Les écoles « privées » en quête de toujours plus de financements publics
L’enseignement catholique (qui représente l’essentiel de l’enseignement privé) compte bien capter une partie de ces transferts de budgets. Les écoles et collèges catholiques sont en effet particulièrement présents dans les zones rurales (Ouest et Massif central). Le secrétaire général de l’enseignement catholique a déjà confirmé qu’il avait « l’accord » du ministre de l’Education nationale pour en bénéficier.
L’obligation scolaire à 3 ans a déjà eu pour principale conséquence un poids économique non négligeable pour les communes, puisqu’elles doivent désormais financer les maternelles privées (locaux, personnels d’entretien…), comme elles le faisaient déjà pour les maternelles publiques : ce surcoût représente entre 50 et 150 millions d’euros.
L’enseignement catholique réclame également la possibilité de bénéficier du soutien à la restauration scolaire développé par les collectivités locales et l’État.
L’enseignement privé est pourtant loin d’être le champion de la mixité sociale
Si le secrétaire général de l’enseignement catholique assure qu’il poursuit une « politique en faveur d’une plus grande mixité sociale et scolaire », force est de constater que pour l’instant, le compte n’y est pas, pas du tout : rappelons qu’à Paris, les collèges publics comptent dans leurs rangs 24 % d’élèves défavorisés, tandis qu’ils ne sont que 4 % dans le privé.

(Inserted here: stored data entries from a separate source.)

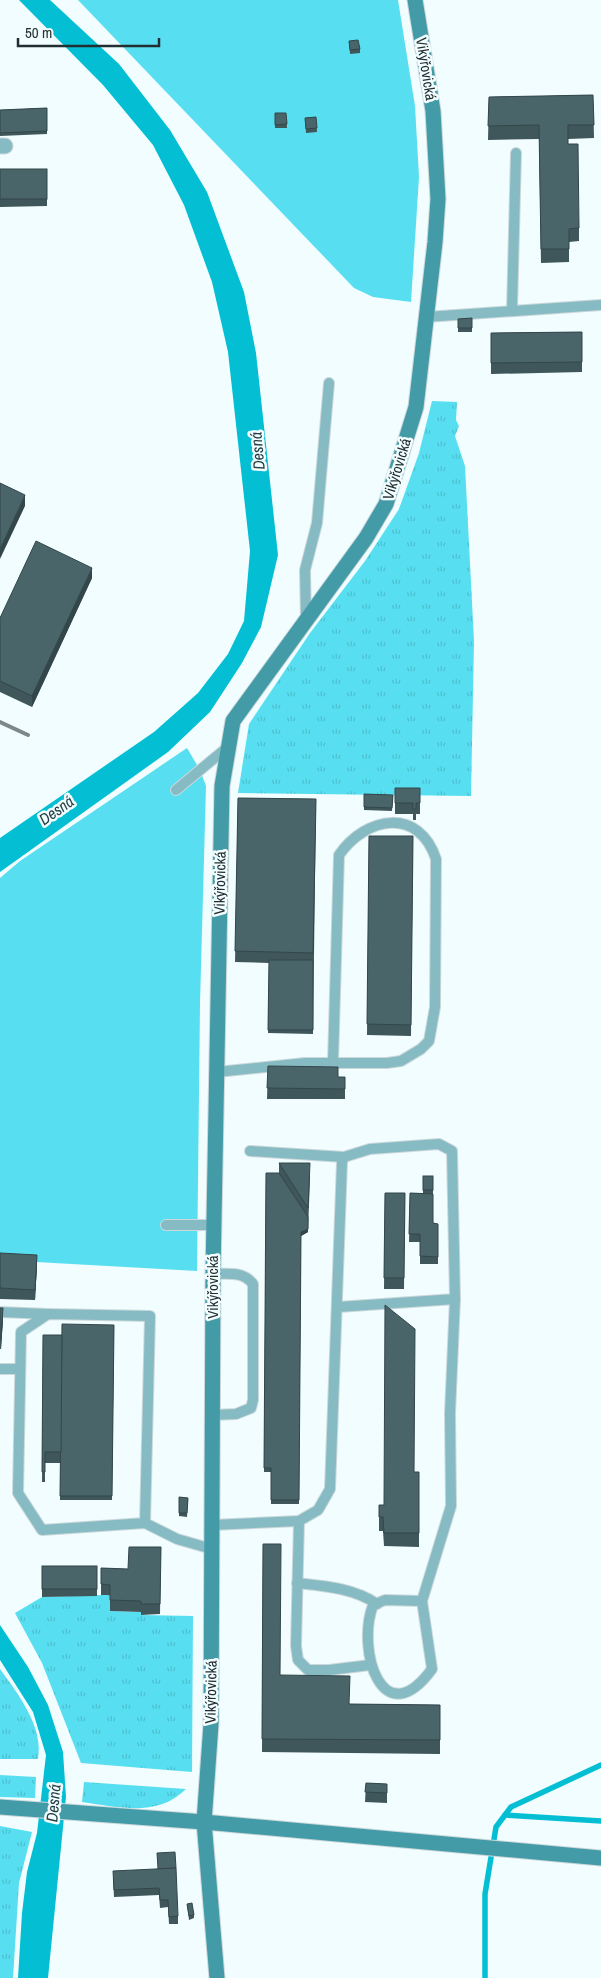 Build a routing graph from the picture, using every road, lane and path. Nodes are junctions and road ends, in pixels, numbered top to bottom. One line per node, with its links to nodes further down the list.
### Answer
1 (416, 0): 5 (street, Vikýřovická)
2 (516, 154): 4 (lane)
3 (601, 305): 4 (lane)
4 (512, 310): 5 (lane)
5 (426, 317): 7 (street, Vikýřovická)
6 (329, 383): 7 (lane)
7 (306, 620): 8 (street, Vikýřovická)
8 (229, 746): 9 (lane); 11 (street, Vikýřovická)
9 (176, 790)
10 (333, 1062): 10 (lane); 11 (lane)
11 (217, 1072): 15 (street, Vikýřovická)
12 (250, 1150): 13 (lane)
13 (344, 1157): 17 (lane); 18 (lane)
14 (166, 1225): 15 (lane)
15 (214, 1225): 16 (street, Vikýřovická)
16 (213, 1274): 23 (street, Vikýřovická); 23 (lane)
17 (455, 1299): 18 (lane); 29 (lane)
18 (338, 1307): 24 (lane)
19 (0, 1312): 20 (lane)
20 (48, 1314): 22 (lane); 25 (lane)
21 (0, 1369): 22 (lane)
22 (20, 1369): 25 (lane)
23 (213, 1415): 26 (street, Vikýřovická)
24 (299, 1521): 26 (lane); 28 (lane)
25 (145, 1523): 27 (lane)
26 (212, 1525): 27 (street, Vikýřovická)
27 (212, 1549): 33 (street, Vikýřovická)
28 (297, 1583): 30 (lane); 31 (lane)
29 (422, 1601): 30 (lane); 31 (lane)
30 (377, 1604): 31 (lane)
31 (370, 1665)
32 (2, 1807): 33 (street)
33 (204, 1822): 34 (street); 35 (street, Vikýřovická)
34 (601, 1858)
35 (218, 1978)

Bénéficiant de financements publics alors qu’ils ne se soumettent pas aux obligations de recrutement de type Affelnet, les écoles, collèges et lycées catholiques renforcent la ghettoïsation et le « séparatisme » dénoncé actuellement par Emmanuel Macron. Le secrétaire général de l’enseignement catholique précise d’ailleurs qu’il est contre l’application de quotas de boursiers comme pour le public, afin de « conserver sa liberté ». Cette philosophie rappelle étrangement un proverbe bien connu, qui évoque le beurre, l’argent du beurre et, pour le coup, le sourire du ministre de l’Education nationale….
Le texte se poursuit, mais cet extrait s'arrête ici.